South Sudan can learn from Norway’s 209-year-old constitution

By Ephraim Modi Duku Sokiri

On Wednesday, South Sudan government officials joined the Norwegian embassy in Juba in commemorating its 209th anniversary since their constitution was laid down.

The Constitution of the Kingdom of Norway was adopted on 16 May and signed on 17 May 1814 by the Norwegian Constituent Assembly at Eidsvoll. The latter date is the National Day of Norway; it marks the establishment of the constitution.

Norway’s flag was flown high in the sky, at the Norwegian Embassy; while guests waved at it as a gesture of respect to the constitution, freedom and values of the people of Norway.

The head of the Norwegian Embassy, Linken Nymann Berryman, while addressing the guests, said the day was to reflect back upon achieving such a momentous contemporary self-governing society.

“We take the opportunity to reflect upon this remarkable event that paved the way for a modern democratic society and marked a turning point in Norway’s journey towards independence and self-governance,” she said.

Until 1814, Norway was part of the Kingdom of Denmark. But following the defeat of Napoleon’s troops at the Battle of Leipzig in October 1813, the Treaty of Kiel of January 1814 ceded Norway to Sweden.

In response, the Crown Prince of Denmark, Norway and resident viceroy in Norway, Christian Frederik, started a Norwegian independence movement.

“It is a celebration for all people who value freedom and democracy. It is especially meaningful for me to be celebrating this day with all of you here in South Sudan, a country that has also struggled for its own independence,” she added.

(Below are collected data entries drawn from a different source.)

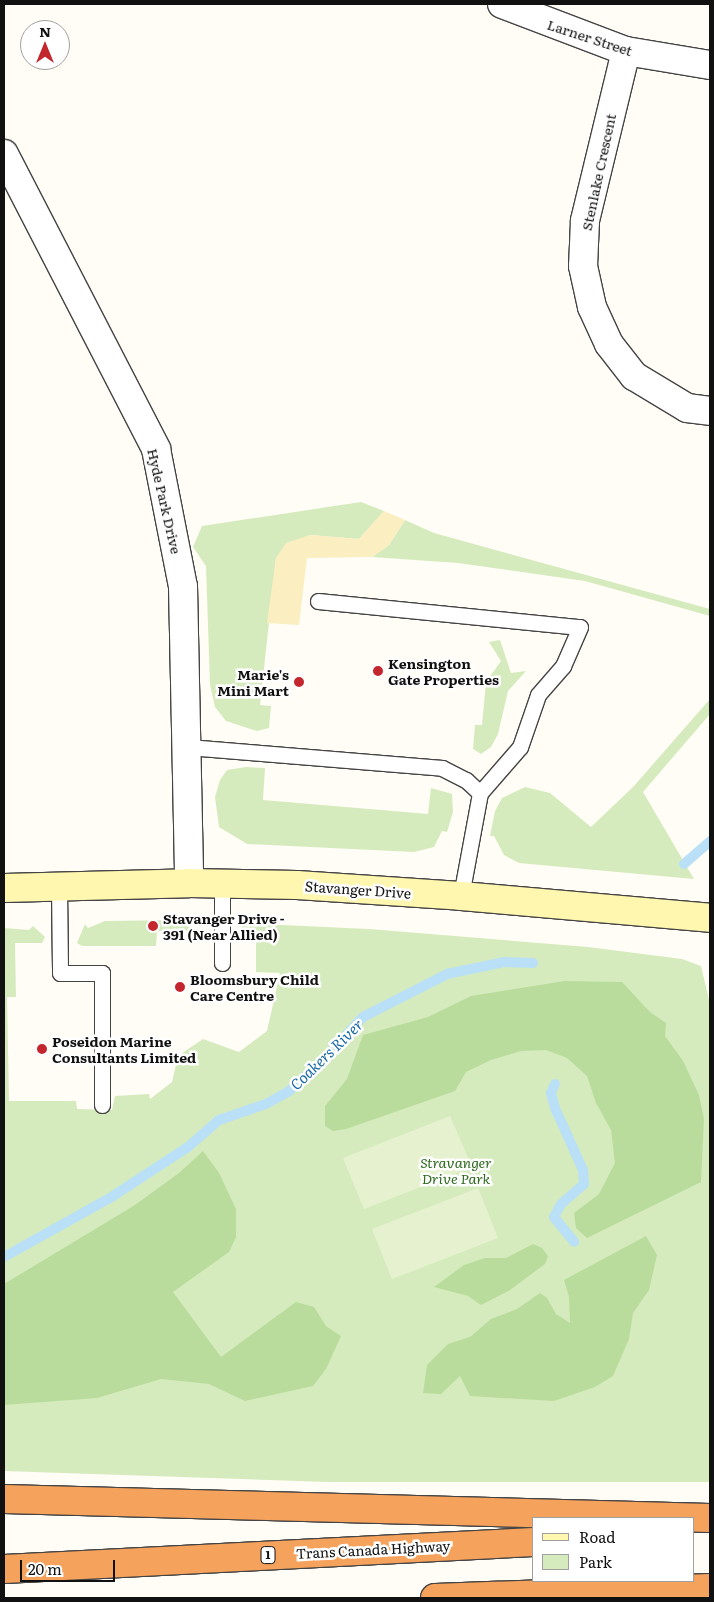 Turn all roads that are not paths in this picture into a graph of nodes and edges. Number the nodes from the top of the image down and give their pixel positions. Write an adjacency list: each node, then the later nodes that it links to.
1 (502, 4): 2 (street, Larner Street)
2 (626, 51): 3 (street, Larner Street); 5 (street, Stenlake Crescent)
3 (710, 65)
4 (4, 154): 7 (street, Hyde Park Drive)
5 (710, 411)
6 (318, 601): 8 (lane)
7 (188, 747): 8 (lane); 9 (street, Hyde Park Drive)
8 (480, 793): 13 (lane)
9 (189, 883): 10 (street, Stavanger Drive); 11 (street, Stavanger Drive)
10 (222, 884): 13 (street, Stavanger Drive); 15 (lane)
11 (59, 887): 12 (street, Stavanger Drive); 16 (lane)
12 (4, 888)
13 (461, 896): 14 (street, Stavanger Drive)
14 (710, 918)
15 (222, 963)
16 (102, 1105)
17 (4, 1499): 18 (highway)
18 (673, 1517)
19 (694, 1518): 20 (highway)
20 (710, 1518)
21 (694, 1535): 22 (highway)
22 (710, 1535)
23 (532, 1542): 24 (highway, Trans Canada Highway / 1)
24 (4, 1569)
25 (710, 1588): 26 (highway)
26 (435, 1598) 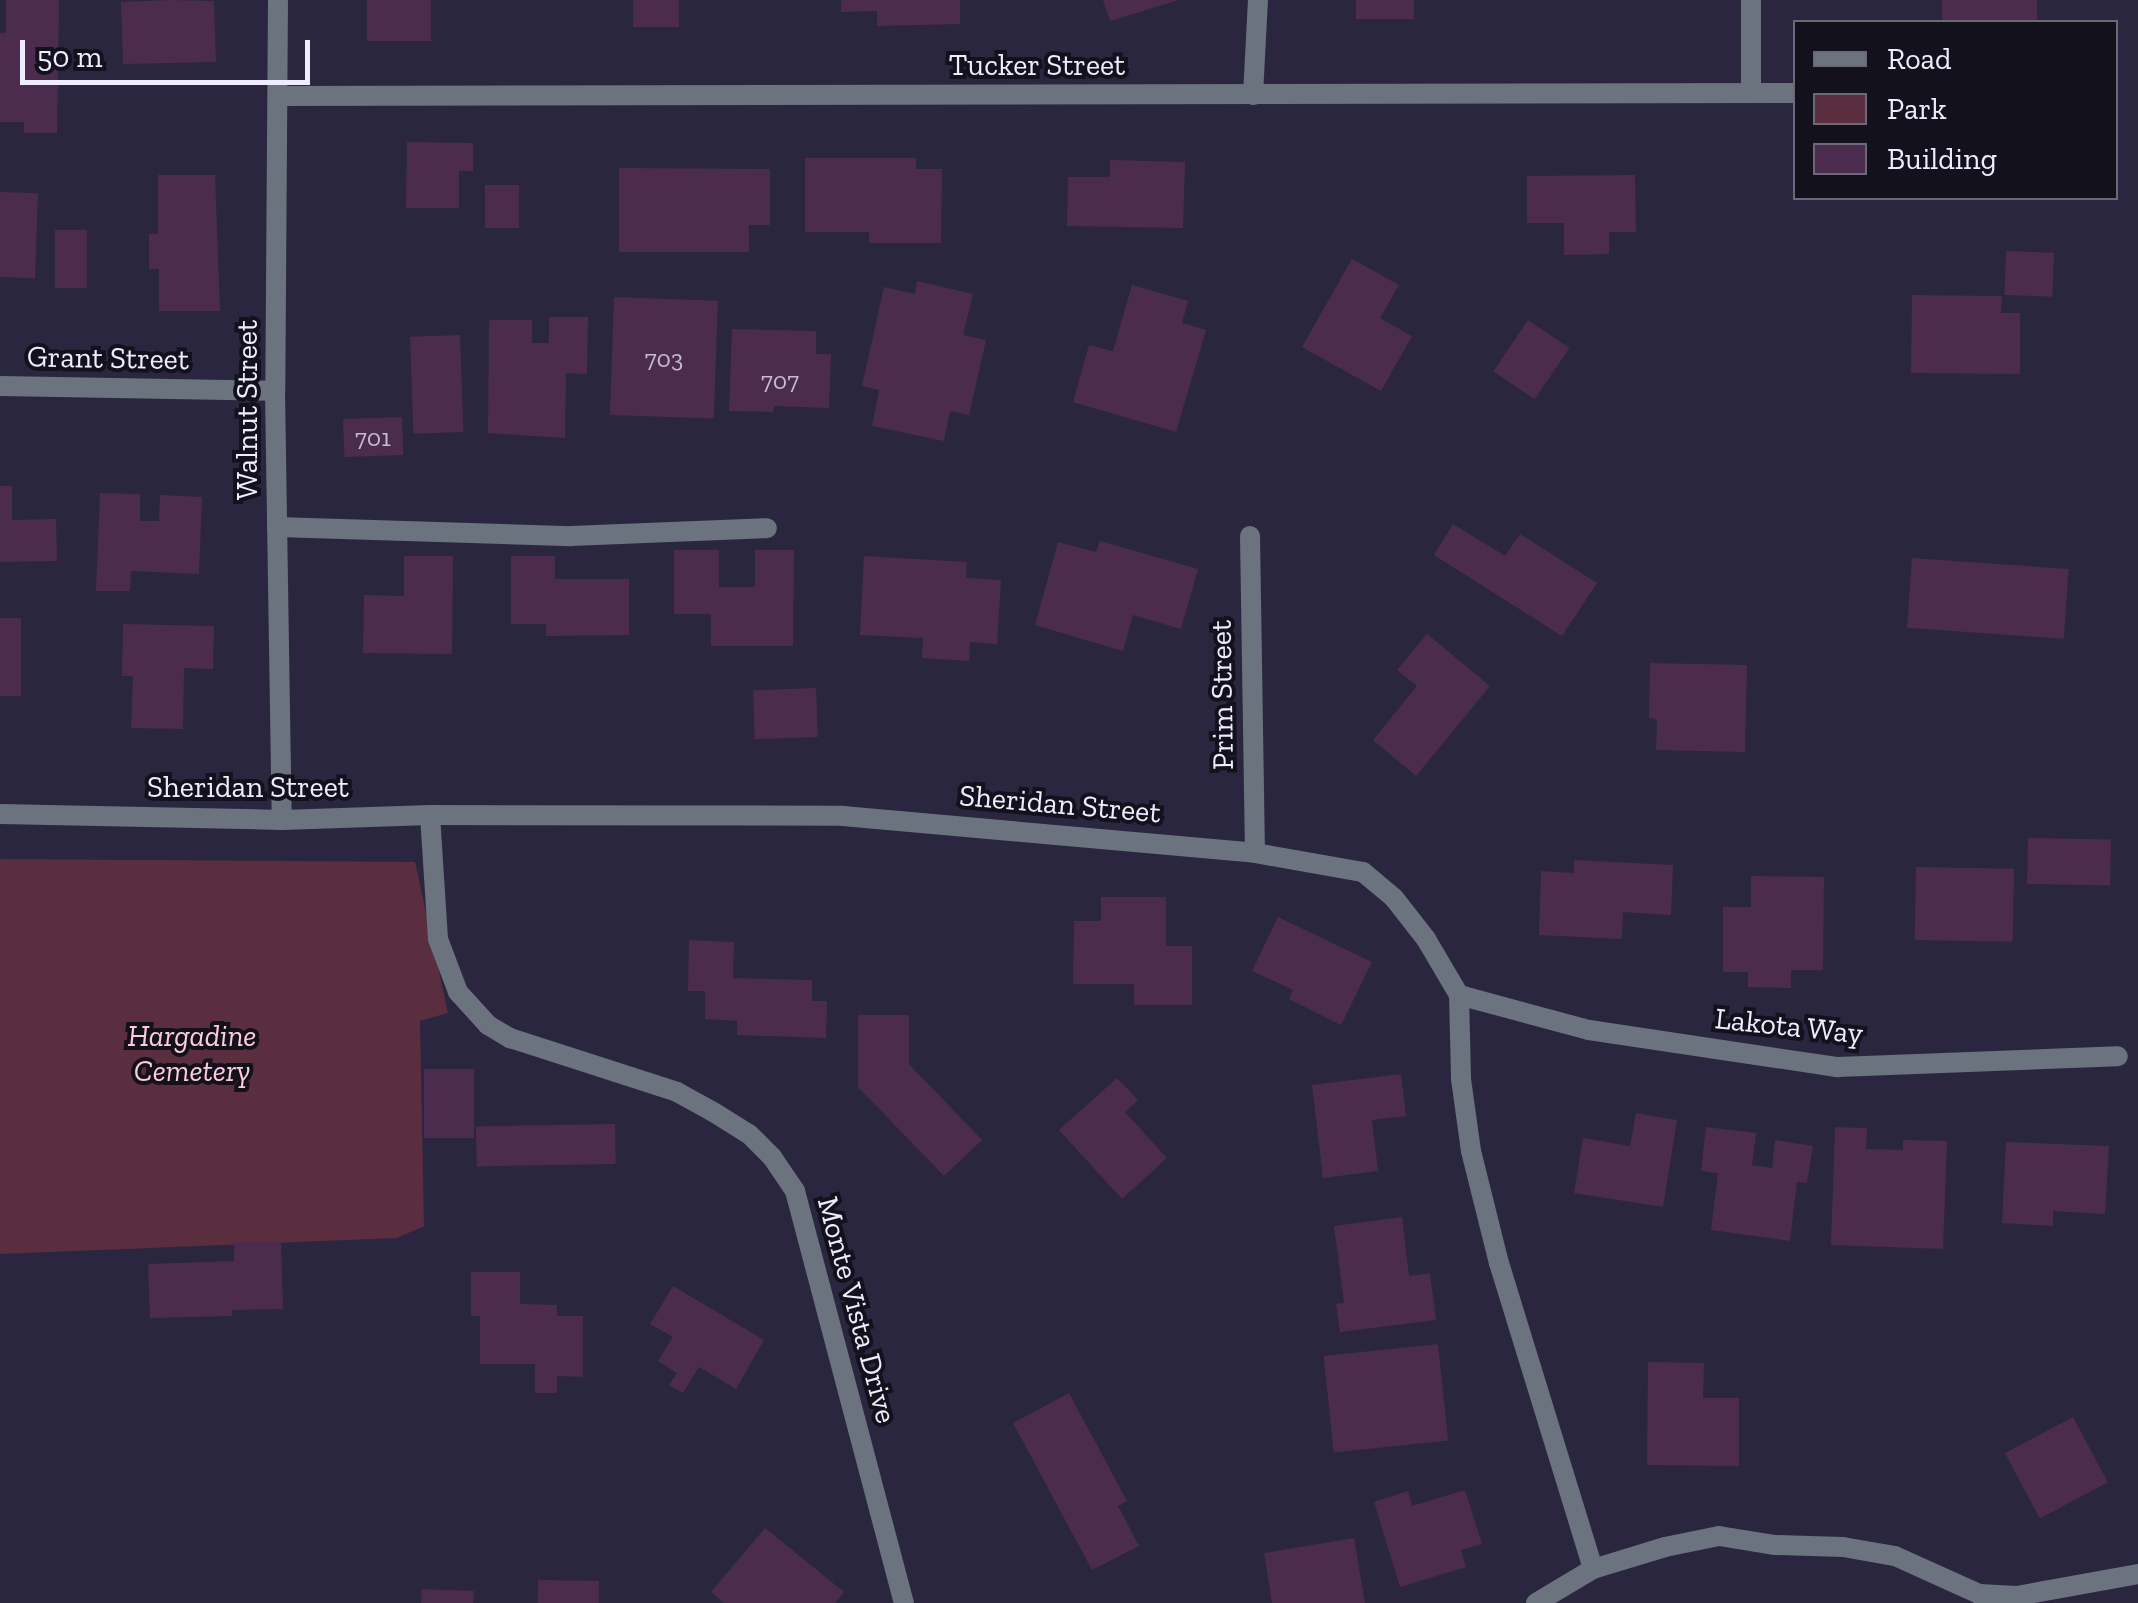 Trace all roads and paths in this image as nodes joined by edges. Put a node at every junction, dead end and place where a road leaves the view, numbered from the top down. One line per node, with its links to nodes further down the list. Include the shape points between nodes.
1 (278, 0): 7 (street, Walnut Street)
2 (1258, 0): 6 (street)
3 (1751, 0): 4 (street)
4 (1751, 93): 5 (street, Tucker Street); 6 (street, Tucker Street)
5 (1793, 93)
6 (1254, 95): 7 (street, Tucker Street)
7 (279, 96): 9 (street, Walnut Street)
8 (0, 386): 9 (street, Grant Street)
9 (275, 391): 10 (street, Walnut Street)
10 (277, 526): 11 (street, via 571,536); 15 (street, Walnut Street)
11 (767, 528)
12 (1250, 536): 16 (street, Prim Street)
13 (0, 814): 15 (street, Sheridan Street)
14 (430, 815): 15 (street, Sheridan Street); 16 (street, Sheridan Street, via 843,816); 21 (street, Monte Vista Drive, via 438,938 458,992 488,1025 677,1092 715,1112 750,1134 795,1191)
15 (282, 820)
16 (1255, 853): 17 (street, Sheridan Street, via 1362,872 1426,938)
17 (1459, 996): 18 (street, Lakota Way, via 1589,1030 1838,1066); 19 (street, Sheridan Street, via 1471,1151)
18 (2118, 1056)
19 (1593, 1569): 20 (street, via 1719,1536 1895,1556 1978,1594 2017,1596); 22 (street)
20 (2138, 1574)
21 (904, 1603)
22 (1536, 1603)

Ambassador, Nymann disclosed having worked for 50 years with the people of South Sudan which has strengthened a special bond of friendship during difficult and good times.

She reflected on the prospect of a peaceful and law-abiding country, taking the values, priorities for liberty, as for the Norwegian people.

“Values of democracy, the rule of law, human rights and the freedom of speech must be looked after to be kept alive and well, we keep celebrating these values to uphold them as a priority for the future,” she stressed.

According to Nymann, the annual celebration in Norway serves to instill the young generations that such values should not be taken for granted, that they have fought and paid a high price for their freedom.

His Majesty, King Harald V, the Kingdom of Norway in a message to the Norwegian embassy in South Sudan and the people of South Sudan, expressed joy for his people in South Sudan, sending best wishes for the National Day and the future.

South Sudan Minister of Presidential Affairs, Barnaba Marial Benjamin, on behalf of the government reiterated the stand of the Norwegian Ambassador, that ‘never to take things for granted’ and yes in honor of the independence of the people of South Sudan.

For over a decade now, South Sudan struggles to write its own constitution, for over ten years, the country has been operating with an interim constitution, yet to vet her own.

The minister called on Norway for support, to ensure South Sudan has her own constitution.

“I can see why you ask me every time about our constitution, yours nearly 400 years ago, or even more and here we are still writing our own; we will welcome your support and your experience,” Marial alluded.

He added that the government of Norway has contributed intensely to supporting the peace processes of South Sudan during the long civil war, till date.

“Norway and South Sudan have a special bilateral relation dating back to the history of our struggle, history of the people of South Sudan which your country contributed a lot to see that the Addis Ababa peace agreement was signed and also the Comprehensive Peace Agreement in 2005,” Marial said.

The constitution is considered one of the world’s most liberal and democratic constitutions. It is the fourth oldest written single document national constitution in Europe after the Constitution of Poland, the French constitution of 1791, and the Spanish Constitution of 1812.

The document is also the second oldest working national constitution in the world, after the Constitution of the United States. In May 2014, the Storting passed the most substantial changes since 1814, particularly by including paragraphs on human rights.

The constitution shows a curious mix of radical and traditional values. The principle of separation of powers between the executive, legislative and judicial branches was directly inspired by radical ideas from the US and French systems.

The retention of a king, a constitutional church, defined as Evangelical-Lutheran, and the banning of Jesuits, monastic orders, and Jews, which latter were not allowed to travel to Norway, in the face of Republicanism was a traditionalist move; however, the king’s power was severely curtailed, and the church very much under the control of the elected body.

Suffrage was extended but was still restricted to certain groups of men. All men who were either farmers possessing their own land, civil servants, or urban property owners could vote. With this, about half of all Norwegian men were granted the right to vote.